O ponto inicial da análise foi a criação de uma tipologia de identificação de solicitantes nas leis em que dois codificadores analisaram a legislação de cada país, atribuindo livremente categorias a cada uma das leis. Após a atribuição livre, os dois codificadores realizaram a consolidação das categorias, que resultou nas seguintes: (i) leis que requerem um número de identificação oficial, (ii) leis que pedem informações pessoais, (iii) leis que deixam em aberto os requisitos de identificação e (iv) leis que garantem o anonimato.
A partir da criação da tipologia, tem-se a análise macro, na qual outros dois codificadores avaliaram novamente o indicador 14 do RTI Rating, agora, atribuindo a cada país uma das categorias previamente definidas. Discordâncias entre os codificadores foram discutidas uma a uma até que se chegasse a um consenso.
A análise meso da América Latina visou aplicar a tipologia não só a leis federais ou nacionais, mas também a decretos regulamentadores e portais on-line onde se fazem os pedidos de informação. A investigação também contou com dois codificadores, que discutiram diferenças pontualmente até o consenso. Para a classificação de países que não possuem portal único de envio de pedidos de informação, a metodologia adotada foi a de avaliar os requisitos de informação nos sites de cinco ministérios diferentes – o que fez com que alguns países figurassem em mais de uma categoria da tipologia.
A análise micro consiste na verificação da legislação brasileira sobre acesso aos dados e anonimato frente ao panorama internacional, além da reunião de alguns casos anedóticos identificados a partir de relatórios de avaliação da lei de acesso à informação no Brasil (Barros & Rodrigues, 2017; Michener et al., 2014).
Através da análise e codificação das 111 leis contidas no ranking de leis de acesso RTI Rating, construiu-se uma tipologia de tratamento da identidade de solicitantes no mundo.

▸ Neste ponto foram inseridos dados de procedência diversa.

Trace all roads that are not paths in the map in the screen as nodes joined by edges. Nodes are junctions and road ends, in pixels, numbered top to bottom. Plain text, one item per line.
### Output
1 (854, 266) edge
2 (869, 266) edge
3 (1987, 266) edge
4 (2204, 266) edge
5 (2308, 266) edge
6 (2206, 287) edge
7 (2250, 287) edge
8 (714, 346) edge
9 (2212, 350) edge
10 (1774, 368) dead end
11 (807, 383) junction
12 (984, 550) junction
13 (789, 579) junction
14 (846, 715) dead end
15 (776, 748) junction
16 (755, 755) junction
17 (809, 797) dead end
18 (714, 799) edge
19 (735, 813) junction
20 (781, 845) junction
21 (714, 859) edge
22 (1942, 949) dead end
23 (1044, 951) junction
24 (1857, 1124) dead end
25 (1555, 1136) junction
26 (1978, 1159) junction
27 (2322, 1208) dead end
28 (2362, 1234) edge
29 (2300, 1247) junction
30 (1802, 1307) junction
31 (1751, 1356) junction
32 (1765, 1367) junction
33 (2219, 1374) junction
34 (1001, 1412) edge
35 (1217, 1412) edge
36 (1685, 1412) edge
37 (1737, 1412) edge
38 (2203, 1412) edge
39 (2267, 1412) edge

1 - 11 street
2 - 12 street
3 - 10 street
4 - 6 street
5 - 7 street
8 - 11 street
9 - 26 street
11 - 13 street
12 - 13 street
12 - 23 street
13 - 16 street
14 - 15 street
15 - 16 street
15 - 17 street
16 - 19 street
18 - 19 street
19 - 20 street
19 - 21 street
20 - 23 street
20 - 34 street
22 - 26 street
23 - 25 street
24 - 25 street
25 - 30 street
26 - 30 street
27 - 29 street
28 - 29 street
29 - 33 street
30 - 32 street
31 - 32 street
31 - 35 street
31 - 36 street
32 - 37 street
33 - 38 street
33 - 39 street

Identificou-se quatro grupos distintos de leis, cada um com suas próprias particularidades e fragilidades em relação à identificação, que são:
(i) Leis que requerem um número de identificação oficial: neste caso, as leis estipulam a necessidade de números de documentos oficiais como carteira de identidade. A obrigatoriedade do fornecimento deste tipo de informação implica na impossibilidade de utilizar pseudônimos para fazer o pedido de informação, já que, se usados, poderiam ser caracterizados como falsidade ideológica.
(ii) Leis que pedem informações pessoais: este agrupamento de leis é bastante heterogêneo, com grandes variações no conjunto de informações pedidas. Órgãos podem pedir desde ‘nome’ e ‘forma de contato’, até uma lista sem fim de dados que podem comprometer, via coação, o direito de informação.
(iii) Leis que deixam em aberto os requisitos de identificação: este agrupamento não diz nada sobre ou faz menção muito genérica aos requisitos de identificação. Este grupo é problemático por deixar a cargo de diferentes jurisdições e poderes do Estado a decisão de que tipo de identificação pedir, dificultando a mensuração da efetividade do acesso à informação.
(iv) Leis que garantem o anonimato: Nestes casos nenhuma informação pessoal ou documento é requerida obrigatoriamente. A única informação necessária para se realizar um pedido de informação é uma forma de contato como meio de entregar a informação pedida.
Os três primeiros grupos de leis podem enquadrar-se no que se chama de window-dressing laws, ou seja, leis que podem até ser consideradas um avanço de transparência, mas que, na verdade, estabelecem prerrogativas que dificultam o acesso a dados governamentais (Michener, 2011). El Salvador, Nicarágua, México, Sérvia, Albânia, Eslovênia, Libéria, dentre outros países, podem gabar-se de possuírem algumas das leis mais fortes de acesso à informação no mundo; não obstante, não oferecem prerrogativas de proteção de identidade a fim de que o exercer do direito seja minado pelo medo de perseguição e discriminação. As leis que garantem o anonimato, por sua vez, apresentam avanços no tratamento do tema, mas nem sempre evitam perseguição.
As próximas seções dedicam-se a aplicar a tipologia e analisar como os países vêm tratando a identificação dos cidadãos que realizam pedidos de informação em nível mundial, regional (América Latina) e nacional (Brasil).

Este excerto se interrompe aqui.